- [Your instructions]: In the data below, find each line containing the string "Loop" and return it.

Stored items from a collection
--- --- ---

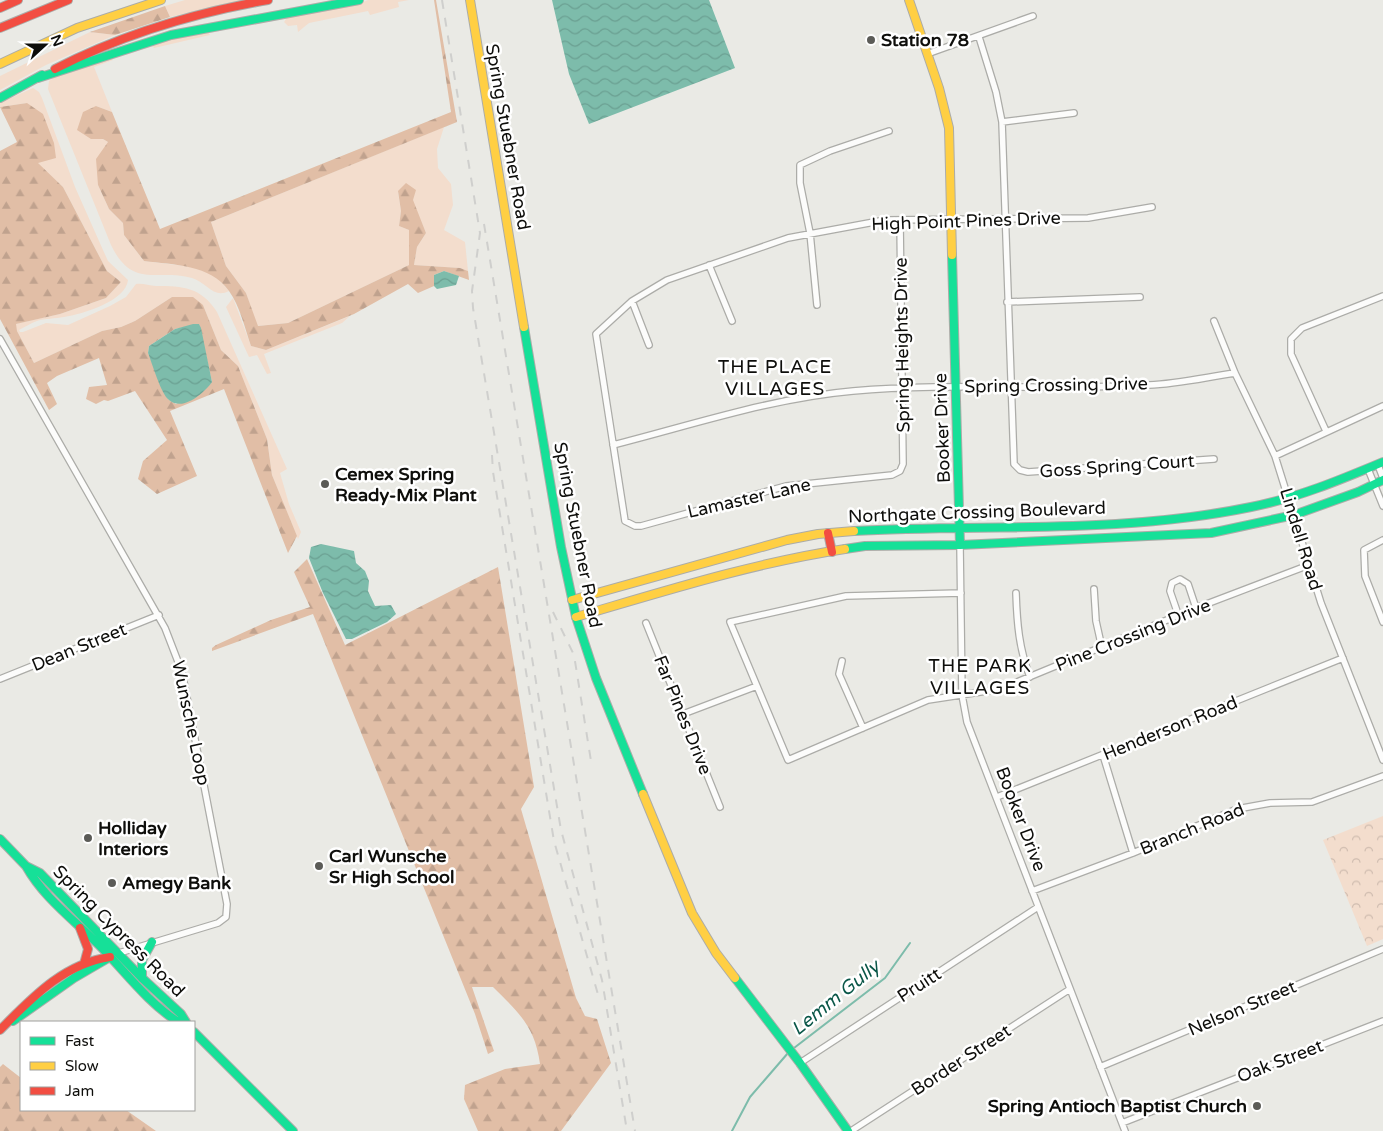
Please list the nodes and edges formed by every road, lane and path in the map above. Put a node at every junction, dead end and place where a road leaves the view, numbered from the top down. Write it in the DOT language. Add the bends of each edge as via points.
graph roads {
  1 [pos="18,0"];
  2 [pos="68,0"];
  3 [pos="161,0"];
  4 [pos="268,0"];
  5 [pos="359,0"];
  6 [pos="470,0"];
  7 [pos="909,0"];
  8 [pos="0,8"];
  9 [pos="1033,16"];
  10 [pos="0,28"];
  11 [pos="979,37"];
  12 [pos="927,54"];
  13 [pos="0,64"];
  14 [pos="38,78"];
  15 [pos="0,98"];
  16 [pos="1074,113"];
  17 [pos="1002,122"];
  18 [pos="888,131"];
  19 [pos="1152,207"];
  20 [pos="951,218"];
  21 [pos="1005,219"];
  22 [pos="900,220"];
  23 [pos="810,233"];
  24 [pos="709,264"];
  25 [pos="1383,296"];
  26 [pos="1140,297"];
  27 [pos="632,301"];
  28 [pos="1007,302"];
  29 [pos="817,306"];
  30 [pos="732,321"];
  31 [pos="1214,321"];
  32 [pos="0,339"];
  33 [pos="649,345"];
  34 [pos="1235,373"];
  35 [pos="955,386"];
  36 [pos="1010,388"];
  37 [pos="903,389"];
  38 [pos="1383,406"];
  39 [pos="1326,431"];
  40 [pos="613,446"];
  41 [pos="1275,456"];
  42 [pos="1214,459"];
  43 [pos="1380,464"];
  44 [pos="1368,469"];
  45 [pos="900,471"];
  46 [pos="1383,479"];
  47 [pos="1374,484"];
  48 [pos="1289,498"];
  49 [pos="1383,506"];
  50 [pos="1294,515"];
  51 [pos="1125,522"];
  52 [pos="960,526"];
  53 [pos="828,533"];
  54 [pos="1124,537"];
  55 [pos="1383,540"];
  56 [pos="960,545"];
  57 [pos="832,552"];
  58 [pos="708,562"];
  59 [pos="1309,565"];
  60 [pos="713,577"];
  61 [pos="1094,589"];
  62 [pos="961,593"];
  63 [pos="1016,593"];
  64 [pos="572,600"];
  65 [pos="1196,608"];
  66 [pos="159,614"];
  67 [pos="1179,617"];
  68 [pos="576,618"];
  69 [pos="1383,622"];
  70 [pos="646,624"];
  71 [pos="1102,648"];
  72 [pos="1343,658"];
  73 [pos="842,661"];
  74 [pos="1030,677"];
  75 [pos="0,679"];
  76 [pos="757,686"];
  77 [pos="962,695"];
  78 [pos="683,714"];
  79 [pos="863,728"];
  80 [pos="1103,755"];
  81 [pos="1383,760"];
  82 [pos="1383,776"];
  83 [pos="997,797"];
  84 [pos="720,807"];
  85 [pos="0,839"];
  86 [pos="1133,853"];
  87 [pos="26,866"];
  88 [pos="1032,891"];
  89 [pos="1038,907"];
  90 [pos="78,924"];
  91 [pos="152,942"];
  92 [pos="1383,949"];
  93 [pos="119,953"];
  94 [pos="110,957"];
  95 [pos="84,964"];
  96 [pos="142,978"];
  97 [pos="1070,989"];
  98 [pos="1383,1020"];
  99 [pos="177,1021"];
  100 [pos="185,1021"];
  101 [pos="2,1028"];
  102 [pos="195,1033"];
  103 [pos="800,1063"];
  104 [pos="1100,1067"];
  105 [pos="1122,1123"];
  106 [pos="293,1131"];
  107 [pos="849,1131"];
  108 [pos="1125,1131"];
  1 -- 8 [label="main road"];
  2 -- 10 [label="main road"];
  3 -- 13 [label="main road" via="77,28"];
  4 -- 14 [label="main road" via="190,16 139,32 81,54"];
  5 -- 14 [label="main road" via="170,35"];
  6 -- 64 [label="main road, Spring Stuebner Road"];
  7 -- 12 [label="main road, Booker Drive"];
  9 -- 11 [label="street"];
  11 -- 12 [label="street"];
  11 -- 17 [label="street"];
  12 -- 20 [label="main road, Booker Drive" via="944,102 949,128"];
  14 -- 15 [label="main road"];
  16 -- 17 [label="street"];
  17 -- 21 [label="street"];
  18 -- 23 [label="street" via="800,165 800,183"];
  19 -- 21 [label="street, High Point Pines Drive" via="1088,218"];
  20 -- 21 [label="street, High Point Pines Drive"];
  20 -- 22 [label="street, High Point Pines Drive"];
  20 -- 35 [label="main road, Booker Drive"];
  21 -- 28 [label="street"];
  22 -- 23 [label="street, High Point Pines Drive"];
  22 -- 37 [label="street, Spring Heights Drive"];
  23 -- 24 [label="street, High Point Pines Drive"];
  23 -- 29 [label="street"];
  24 -- 27 [label="street, High Point Pines Drive" via="666,280"];
  24 -- 30 [label="street"];
  25 -- 39 [label="street" via="1302,328 1290,339 1291,354"];
  26 -- 28 [label="street"];
  27 -- 33 [label="street"];
  27 -- 40 [label="street, High Point Pines Drive" via="596,334"];
  28 -- 36 [label="street"];
  31 -- 34 [label="street, Lindell Road"];
  32 -- 66 [label="street, Wunsche Loop"];
  34 -- 36 [label="street, Spring Crossing Drive" via="1150,385"];
  34 -- 41 [label="street, Lindell Road"];
  35 -- 36 [label="street, Spring Crossing Drive"];
  35 -- 37 [label="street, Spring Crossing Drive"];
  35 -- 52 [label="main road, Booker Drive"];
  36 -- 42 [label="street, Goss Spring Court" via="1012,454 1014,464 1020,470"];
  37 -- 40 [label="street, Spring Crossing Drive" via="853,391 788,401"];
  37 -- 45 [label="street, Spring Heights Drive"];
  38 -- 39 [label="street"];
  39 -- 41 [label="street"];
  40 -- 45 [label="street, Lamaster Lane" via="625,520 641,526 786,486 892,475"];
  41 -- 48 [label="street, Lindell Road"];
  43 -- 44 [label="main road, Northgate Crossing Boulevard"];
  43 -- 46 [label="street"];
  44 -- 47 [label="street"];
  44 -- 48 [label="main road, Northgate Crossing Boulevard"];
  46 -- 47 [label="main road, Northgate Crossing Boulevard"];
  47 -- 49 [label="street"];
  47 -- 50 [label="main road, Northgate Crossing Boulevard"];
  48 -- 50 [label="street, Lindell Road"];
  48 -- 51 [label="main road, Northgate Crossing Boulevard" via="1208,516"];
  50 -- 54 [label="main road, Northgate Crossing Boulevard" via="1211,533"];
  50 -- 59 [label="street, Lindell Road"];
  51 -- 52 [label="main road, Northgate Crossing Boulevard"];
  51 -- 54 [label="main road"];
  52 -- 53 [label="main road, Northgate Crossing Boulevard"];
  52 -- 56 [label="main road, Booker Drive"];
  53 -- 57 [label="main road"];
  53 -- 58 [label="main road, Northgate Crossing Boulevard" via="770,543"];
  54 -- 56 [label="main road, Northgate Crossing Boulevard"];
  55 -- 69 [label="street" via="1364,550 1365,576"];
  56 -- 57 [label="main road, Northgate Crossing Boulevard" via="865,546"];
  56 -- 62 [label="street, Booker Drive"];
  57 -- 60 [label="main road, Northgate Crossing Boulevard" via="792,557"];
  58 -- 60 [label="main road"];
  58 -- 64 [label="main road, Northgate Crossing Boulevard"];
  59 -- 65 [label="street, Pine Crossing Drive"];
  59 -- 72 [label="street, Lindell Road"];
  60 -- 68 [label="main road, Northgate Crossing Boulevard"];
  61 -- 71 [label="street"];
  62 -- 76 [label="street" via="846,596 730,622"];
  62 -- 77 [label="street, Booker Drive"];
  63 -- 74 [label="street" via="1022,658"];
  64 -- 68 [label="main road, Spring Stuebner Road"];
  65 -- 67 [label="street, Pine Crossing Drive"];
  65 -- 67 [label="street" via="1188,584 1180,579 1172,583 1170,591"];
  66 -- 75 [label="street, Dean Street"];
  66 -- 91 [label="street, Wunsche Loop" via="182,672 228,913 218,923"];
  67 -- 71 [label="street, Pine Crossing Drive"];
  68 -- 103 [label="main road, Spring Stuebner Road" via="596,678 692,913 716,952"];
  70 -- 78 [label="street, Far Pines Drive"];
  71 -- 74 [label="street, Pine Crossing Drive"];
  72 -- 80 [label="street, Henderson Road"];
  72 -- 81 [label="street, Lindell Road"];
  73 -- 79 [label="street" via="840,674"];
  74 -- 77 [label="street, Pine Crossing Drive" via="1000,689"];
  76 -- 78 [label="street"];
  76 -- 79 [label="street, Pine Crossing Drive" via="788,760"];
  77 -- 79 [label="street, Pine Crossing Drive" via="928,700"];
  77 -- 83 [label="street, Booker Drive" via="967,722"];
  78 -- 84 [label="street, Far Pines Drive"];
  80 -- 83 [label="street, Henderson Road"];
  80 -- 86 [label="street"];
  82 -- 86 [label="street, Branch Road" via="1312,802 1270,803 1237,809"];
  83 -- 88 [label="street, Booker Drive"];
  85 -- 87 [label="main road, Spring Cypress Road"];
  86 -- 88 [label="street, Branch Road"];
  87 -- 90 [label="main road, Spring Cypress Road" via="33,880"];
  87 -- 93 [label="main road, Spring Cypress Road" via="40,873"];
  88 -- 89 [label="street, Booker Drive"];
  89 -- 97 [label="street, Booker Drive"];
  89 -- 103 [label="street, Pruitt"];
  90 -- 94 [label="main road, Spring Cypress Road"];
  90 -- 95 [label="main road" via="88,949"];
  91 -- 93 [label="street, Wunsche Loop"];
  91 -- 96 [label="main road" via="142,960"];
  92 -- 104 [label="street, Nelson Street"];
  93 -- 94 [label="main road"];
  93 -- 96 [label="main road, Spring Cypress Road"];
  94 -- 95 [label="main road"];
  94 -- 99 [label="main road, Spring Cypress Road"];
  94 -- 101 [label="main road"];
  95 -- 101 [label="main road" via="41,990"];
  96 -- 100 [label="main road, Spring Cypress Road"];
  97 -- 104 [label="street, Booker Drive"];
  97 -- 107 [label="street, Border Street"];
  98 -- 105 [label="street, Oak Street"];
  102 -- 106 [label="main road"];
  103 -- 107 [label="main road, Spring Stuebner Road"];
  104 -- 105 [label="street, Booker Drive"];
  105 -- 108 [label="street, Booker Drive"];
}
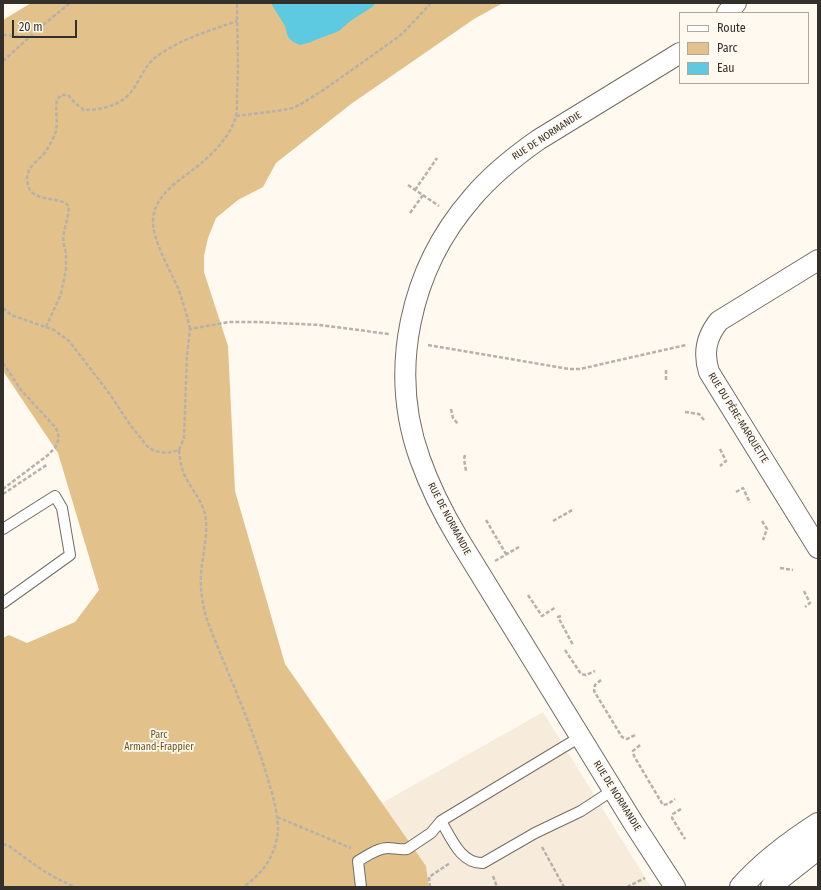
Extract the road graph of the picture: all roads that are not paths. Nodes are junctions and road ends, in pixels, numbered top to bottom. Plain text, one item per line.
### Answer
1 (736, 3) edge
2 (729, 12) edge
3 (679, 55) edge
4 (818, 260) edge
5 (3, 529) edge
6 (816, 542) edge
7 (3, 603) edge
8 (580, 737) junction
9 (613, 790) junction
10 (441, 821) junction
11 (818, 824) edge
12 (818, 848) edge
13 (361, 887) edge
14 (676, 887) edge
15 (741, 887) edge
16 (772, 887) edge

1 - 2 street
3 - 8 street, RUE DE NORMANDIE
4 - 6 street, RUE DU PÈRE-MARQUETTE
5 - 7 lane
8 - 9 street, RUE DE NORMANDIE
8 - 10 lane
9 - 10 lane
9 - 14 street, RUE DE NORMANDIE
10 - 13 lane
11 - 15 street
12 - 16 street

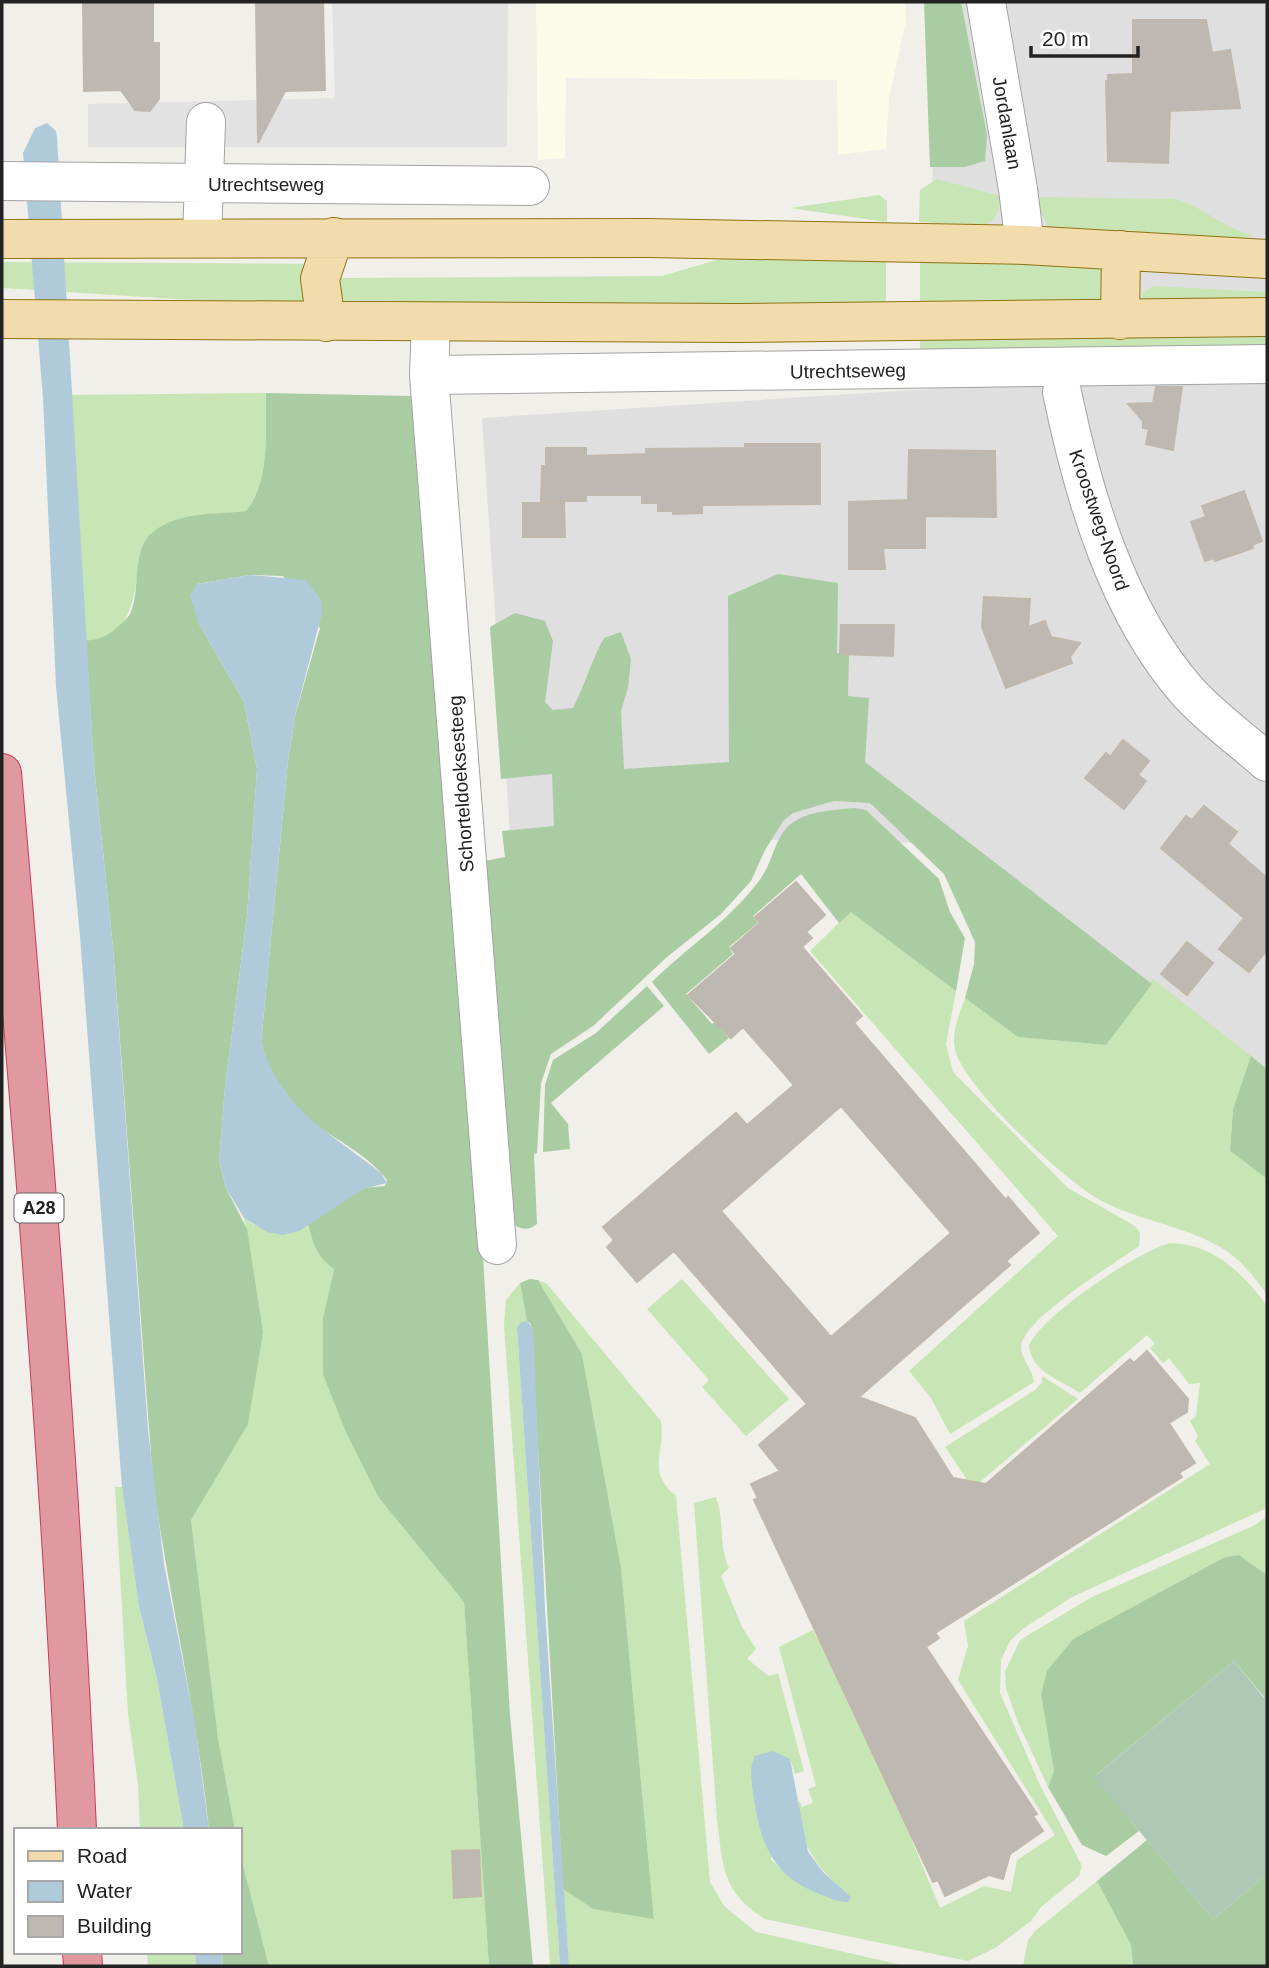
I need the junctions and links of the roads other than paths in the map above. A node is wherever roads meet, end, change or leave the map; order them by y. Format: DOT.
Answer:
graph roads {
  1 [pos="986,2"];
  2 [pos="206,122"];
  3 [pos="2,181"];
  4 [pos="206,183"];
  5 [pos="530,187"];
  6 [pos="334,237"];
  7 [pos="202,238"];
  8 [pos="2,239"];
  9 [pos="1025,244"];
  10 [pos="1121,250"];
  11 [pos="1267,259"];
  12 [pos="1267,317"];
  13 [pos="2,319"];
  14 [pos="1120,320"];
  15 [pos="326,322"];
  16 [pos="431,322"];
  17 [pos="1267,364"];
  18 [pos="429,375"];
  19 [pos="1062,392"];
  20 [pos="1267,762"];
  21 [pos="2,773"];
  22 [pos="497,1245"];
  23 [pos="77,1828"];
  1 -- 9 [label="street, Jordanlaan"];
  2 -- 4 [label="street"];
  3 -- 4 [label="street, Utrechtseweg"];
  4 -- 5 [label="street, Utrechtseweg"];
  4 -- 7 [label="street"];
  6 -- 7 [label="main road"];
  6 -- 9 [label="main road"];
  6 -- 15 [label="main road"];
  7 -- 8 [label="main road"];
  9 -- 10 [label="main road"];
  10 -- 11 [label="main road"];
  10 -- 14 [label="main road"];
  12 -- 14 [label="main road"];
  13 -- 15 [label="main road"];
  14 -- 16 [label="main road"];
  15 -- 16 [label="main road"];
  16 -- 18 [label="street, Schorteldoeksesteeg"];
  17 -- 18 [label="street, Utrechtseweg"];
  18 -- 22 [label="street, Schorteldoeksesteeg"];
  19 -- 20 [label="street, Kroostweg-Noord"];
  21 -- 23 [label="highway, A28"];
}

--- --- ---

- [Your solution]:
  32 -- 66 [label="street, Wunsche Loop"];
  66 -- 91 [label="street, Wunsche Loop" via="182,672 228,913 218,923"];
  91 -- 93 [label="street, Wunsche Loop"];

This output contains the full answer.